▶ _Supplied records_
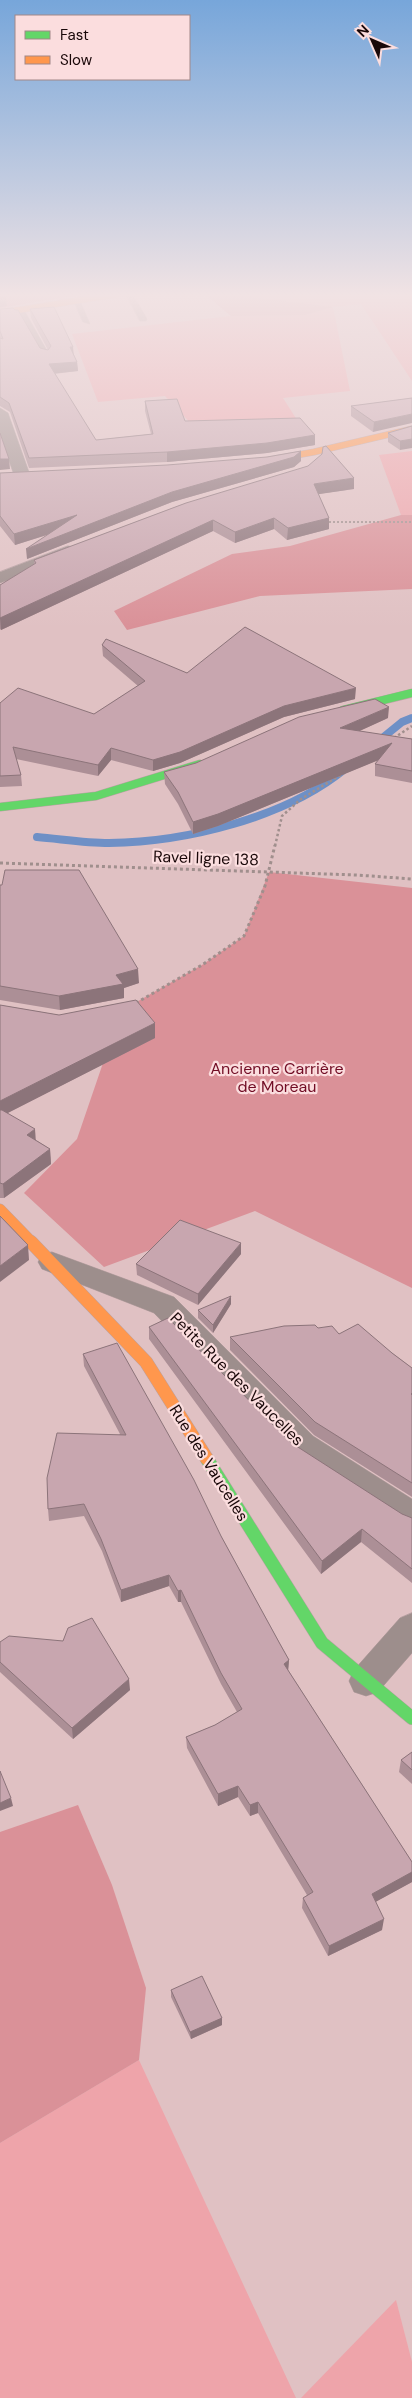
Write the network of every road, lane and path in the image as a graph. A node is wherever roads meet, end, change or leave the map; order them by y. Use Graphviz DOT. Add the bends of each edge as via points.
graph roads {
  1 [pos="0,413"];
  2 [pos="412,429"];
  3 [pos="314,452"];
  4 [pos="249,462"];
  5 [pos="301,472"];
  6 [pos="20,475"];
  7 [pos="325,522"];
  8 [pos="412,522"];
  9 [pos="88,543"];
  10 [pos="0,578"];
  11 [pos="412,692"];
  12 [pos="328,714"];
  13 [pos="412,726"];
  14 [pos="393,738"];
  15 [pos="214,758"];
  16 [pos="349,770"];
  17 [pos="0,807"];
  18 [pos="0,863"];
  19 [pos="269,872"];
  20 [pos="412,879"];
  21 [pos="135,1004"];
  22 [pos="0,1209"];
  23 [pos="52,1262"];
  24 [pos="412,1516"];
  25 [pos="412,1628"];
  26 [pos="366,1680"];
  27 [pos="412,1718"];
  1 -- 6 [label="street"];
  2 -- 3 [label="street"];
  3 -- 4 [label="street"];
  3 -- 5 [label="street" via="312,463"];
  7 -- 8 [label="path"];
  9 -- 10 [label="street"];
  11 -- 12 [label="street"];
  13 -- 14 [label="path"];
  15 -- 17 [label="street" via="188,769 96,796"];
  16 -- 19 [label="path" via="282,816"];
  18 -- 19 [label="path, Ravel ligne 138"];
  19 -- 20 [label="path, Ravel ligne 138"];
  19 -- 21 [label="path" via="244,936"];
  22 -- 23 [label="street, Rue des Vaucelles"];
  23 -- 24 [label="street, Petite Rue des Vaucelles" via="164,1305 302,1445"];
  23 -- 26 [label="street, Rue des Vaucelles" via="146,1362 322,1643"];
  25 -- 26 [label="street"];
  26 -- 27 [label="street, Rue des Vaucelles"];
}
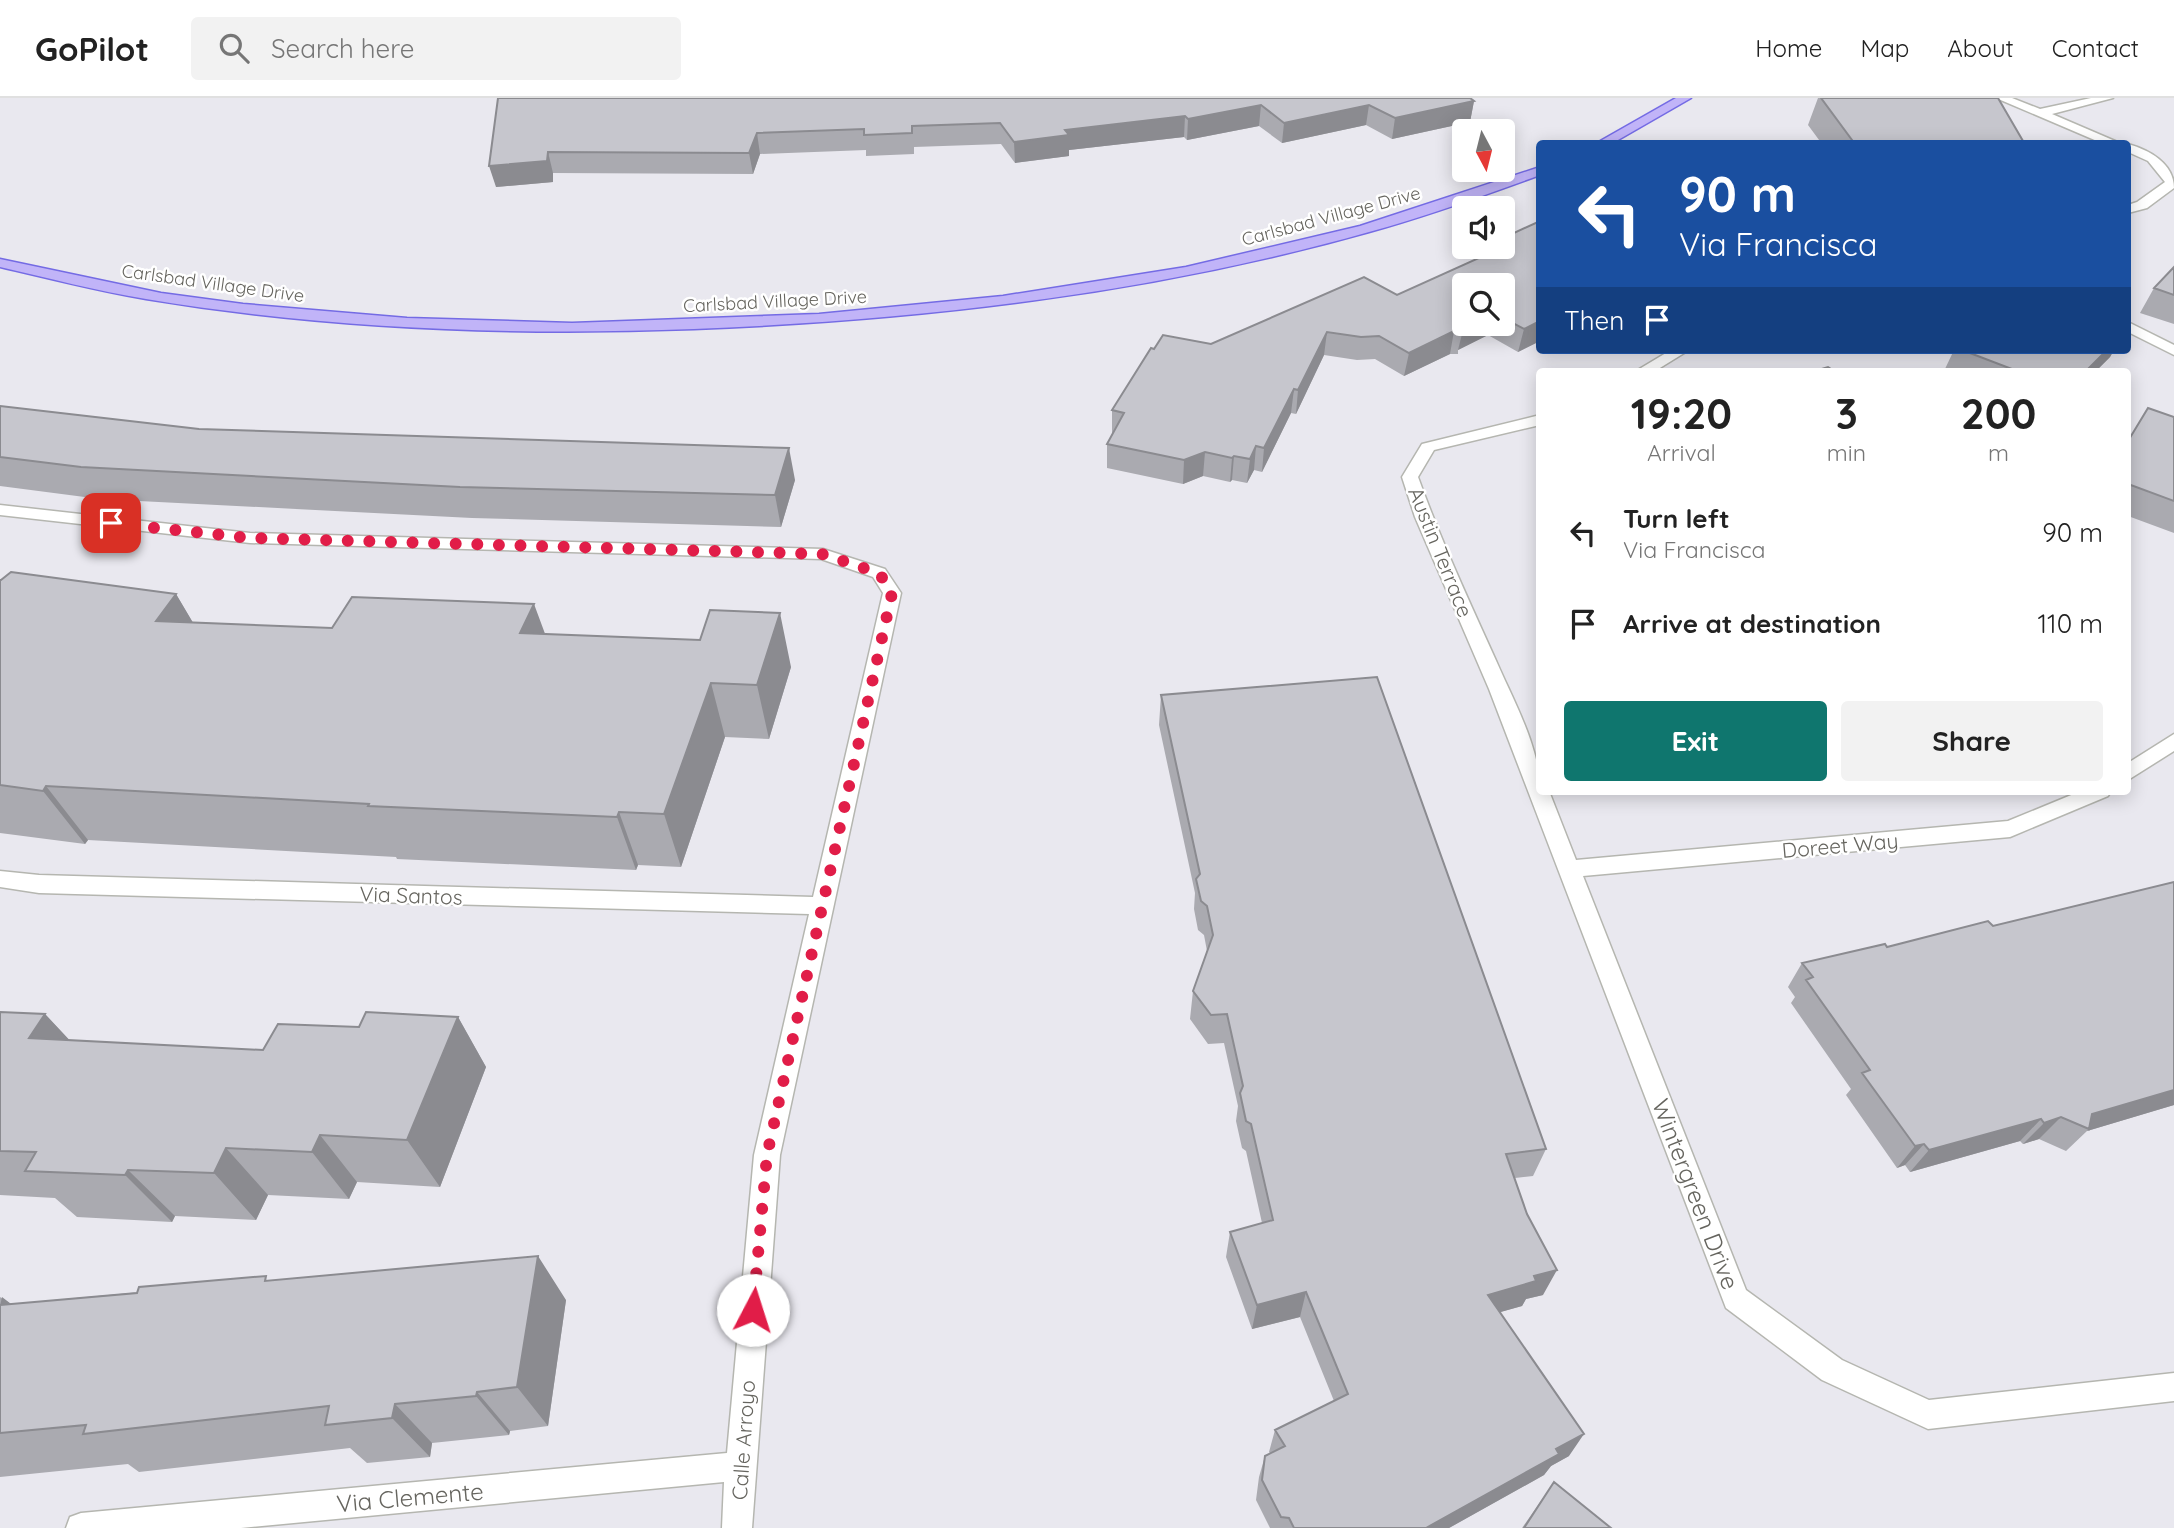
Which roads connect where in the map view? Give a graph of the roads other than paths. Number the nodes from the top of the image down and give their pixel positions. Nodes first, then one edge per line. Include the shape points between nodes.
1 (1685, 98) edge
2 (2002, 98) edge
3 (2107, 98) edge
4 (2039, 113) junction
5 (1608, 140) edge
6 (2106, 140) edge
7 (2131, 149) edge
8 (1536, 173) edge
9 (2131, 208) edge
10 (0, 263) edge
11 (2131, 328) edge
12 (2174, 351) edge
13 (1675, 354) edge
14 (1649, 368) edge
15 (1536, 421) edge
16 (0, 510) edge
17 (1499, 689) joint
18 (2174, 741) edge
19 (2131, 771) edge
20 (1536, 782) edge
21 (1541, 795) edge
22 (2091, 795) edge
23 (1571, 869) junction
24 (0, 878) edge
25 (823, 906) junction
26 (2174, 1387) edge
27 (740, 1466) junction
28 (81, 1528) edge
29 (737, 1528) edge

▶ _Problem_
Pictures are to be left out; the records above must be repeated word for word.

▶ _Result_
Write the network of every road, lane and path in the image as a graph. A node is wherever roads meet, end, change or leave the map; order them by y. Use Graphviz DOT. Add the bends of each edge as via points.
graph roads {
  1 [pos="0,413"];
  2 [pos="412,429"];
  3 [pos="314,452"];
  4 [pos="249,462"];
  5 [pos="301,472"];
  6 [pos="20,475"];
  7 [pos="325,522"];
  8 [pos="412,522"];
  9 [pos="88,543"];
  10 [pos="0,578"];
  11 [pos="412,692"];
  12 [pos="328,714"];
  13 [pos="412,726"];
  14 [pos="393,738"];
  15 [pos="214,758"];
  16 [pos="349,770"];
  17 [pos="0,807"];
  18 [pos="0,863"];
  19 [pos="269,872"];
  20 [pos="412,879"];
  21 [pos="135,1004"];
  22 [pos="0,1209"];
  23 [pos="52,1262"];
  24 [pos="412,1516"];
  25 [pos="412,1628"];
  26 [pos="366,1680"];
  27 [pos="412,1718"];
  1 -- 6 [label="street"];
  2 -- 3 [label="street"];
  3 -- 4 [label="street"];
  3 -- 5 [label="street" via="312,463"];
  7 -- 8 [label="path"];
  9 -- 10 [label="street"];
  11 -- 12 [label="street"];
  13 -- 14 [label="path"];
  15 -- 17 [label="street" via="188,769 96,796"];
  16 -- 19 [label="path" via="282,816"];
  18 -- 19 [label="path, Ravel ligne 138"];
  19 -- 20 [label="path, Ravel ligne 138"];
  19 -- 21 [label="path" via="244,936"];
  22 -- 23 [label="street, Rue des Vaucelles"];
  23 -- 24 [label="street, Petite Rue des Vaucelles" via="164,1305 302,1445"];
  23 -- 26 [label="street, Rue des Vaucelles" via="146,1362 322,1643"];
  25 -- 26 [label="street"];
  26 -- 27 [label="street, Rue des Vaucelles"];
}
Which roads connect where in the map view? Give a graph of the roads other than paths. Number the nodes from the top of the image down and give their pixel positions. Nodes first, then one edge per line. Include the shape points between nodes.
1 (1685, 98) edge
2 (2002, 98) edge
3 (2107, 98) edge
4 (2039, 113) junction
5 (1608, 140) edge
6 (2106, 140) edge
7 (2131, 149) edge
8 (1536, 173) edge
9 (2131, 208) edge
10 (0, 263) edge
11 (2131, 328) edge
12 (2174, 351) edge
13 (1675, 354) edge
14 (1649, 368) edge
15 (1536, 421) edge
16 (0, 510) edge
17 (1499, 689) joint
18 (2174, 741) edge
19 (2131, 771) edge
20 (1536, 782) edge
21 (1541, 795) edge
22 (2091, 795) edge
23 (1571, 869) junction
24 (0, 878) edge
25 (823, 906) junction
26 (2174, 1387) edge
27 (740, 1466) junction
28 (81, 1528) edge
29 (737, 1528) edge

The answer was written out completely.